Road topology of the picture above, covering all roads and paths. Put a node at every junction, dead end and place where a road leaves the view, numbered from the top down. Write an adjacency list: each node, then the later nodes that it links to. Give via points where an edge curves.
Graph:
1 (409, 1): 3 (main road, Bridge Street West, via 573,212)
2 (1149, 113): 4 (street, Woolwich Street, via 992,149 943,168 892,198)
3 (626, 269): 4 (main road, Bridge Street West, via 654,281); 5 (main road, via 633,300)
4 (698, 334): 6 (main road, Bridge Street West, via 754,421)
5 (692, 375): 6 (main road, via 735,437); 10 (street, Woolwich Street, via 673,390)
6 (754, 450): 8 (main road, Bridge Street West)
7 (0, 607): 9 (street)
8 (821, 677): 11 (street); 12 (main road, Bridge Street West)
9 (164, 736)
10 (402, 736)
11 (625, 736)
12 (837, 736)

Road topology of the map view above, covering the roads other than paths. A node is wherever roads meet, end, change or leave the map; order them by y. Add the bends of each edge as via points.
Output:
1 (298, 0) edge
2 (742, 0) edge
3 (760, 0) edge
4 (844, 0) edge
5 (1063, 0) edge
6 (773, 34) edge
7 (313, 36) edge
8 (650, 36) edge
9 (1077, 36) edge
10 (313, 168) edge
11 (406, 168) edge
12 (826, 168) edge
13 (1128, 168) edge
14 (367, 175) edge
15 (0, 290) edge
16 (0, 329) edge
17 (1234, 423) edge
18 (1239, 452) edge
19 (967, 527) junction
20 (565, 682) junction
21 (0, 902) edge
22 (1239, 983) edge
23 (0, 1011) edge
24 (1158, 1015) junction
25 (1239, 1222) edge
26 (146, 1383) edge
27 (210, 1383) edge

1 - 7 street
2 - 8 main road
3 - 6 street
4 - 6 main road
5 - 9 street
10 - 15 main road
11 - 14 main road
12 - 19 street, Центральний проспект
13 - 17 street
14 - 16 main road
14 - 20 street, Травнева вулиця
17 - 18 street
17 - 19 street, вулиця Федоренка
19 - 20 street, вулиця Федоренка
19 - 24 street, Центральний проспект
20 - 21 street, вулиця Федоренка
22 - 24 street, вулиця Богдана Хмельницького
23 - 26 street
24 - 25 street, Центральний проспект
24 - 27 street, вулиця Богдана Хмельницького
* * * * * * * * *
Copy out the data in full, exactly.

Solution for this task.
Road topology of the picture above, covering all roads and paths. Put a node at every junction, dead end and place where a road leaves the view, numbered from the top down. Write an adjacency list: each node, then the later nodes that it links to. Give via points where an edge curves.
Graph:
1 (409, 1): 3 (main road, Bridge Street West, via 573,212)
2 (1149, 113): 4 (street, Woolwich Street, via 992,149 943,168 892,198)
3 (626, 269): 4 (main road, Bridge Street West, via 654,281); 5 (main road, via 633,300)
4 (698, 334): 6 (main road, Bridge Street West, via 754,421)
5 (692, 375): 6 (main road, via 735,437); 10 (street, Woolwich Street, via 673,390)
6 (754, 450): 8 (main road, Bridge Street West)
7 (0, 607): 9 (street)
8 (821, 677): 11 (street); 12 (main road, Bridge Street West)
9 (164, 736)
10 (402, 736)
11 (625, 736)
12 (837, 736)

Road topology of the map view above, covering the roads other than paths. A node is wherever roads meet, end, change or leave the map; order them by y. Add the bends of each edge as via points.
Output:
1 (298, 0) edge
2 (742, 0) edge
3 (760, 0) edge
4 (844, 0) edge
5 (1063, 0) edge
6 (773, 34) edge
7 (313, 36) edge
8 (650, 36) edge
9 (1077, 36) edge
10 (313, 168) edge
11 (406, 168) edge
12 (826, 168) edge
13 (1128, 168) edge
14 (367, 175) edge
15 (0, 290) edge
16 (0, 329) edge
17 (1234, 423) edge
18 (1239, 452) edge
19 (967, 527) junction
20 (565, 682) junction
21 (0, 902) edge
22 (1239, 983) edge
23 (0, 1011) edge
24 (1158, 1015) junction
25 (1239, 1222) edge
26 (146, 1383) edge
27 (210, 1383) edge

1 - 7 street
2 - 8 main road
3 - 6 street
4 - 6 main road
5 - 9 street
10 - 15 main road
11 - 14 main road
12 - 19 street, Центральний проспект
13 - 17 street
14 - 16 main road
14 - 20 street, Травнева вулиця
17 - 18 street
17 - 19 street, вулиця Федоренка
19 - 20 street, вулиця Федоренка
19 - 24 street, Центральний проспект
20 - 21 street, вулиця Федоренка
22 - 24 street, вулиця Богдана Хмельницького
23 - 26 street
24 - 25 street, Центральний проспект
24 - 27 street, вулиця Богдана Хмельницького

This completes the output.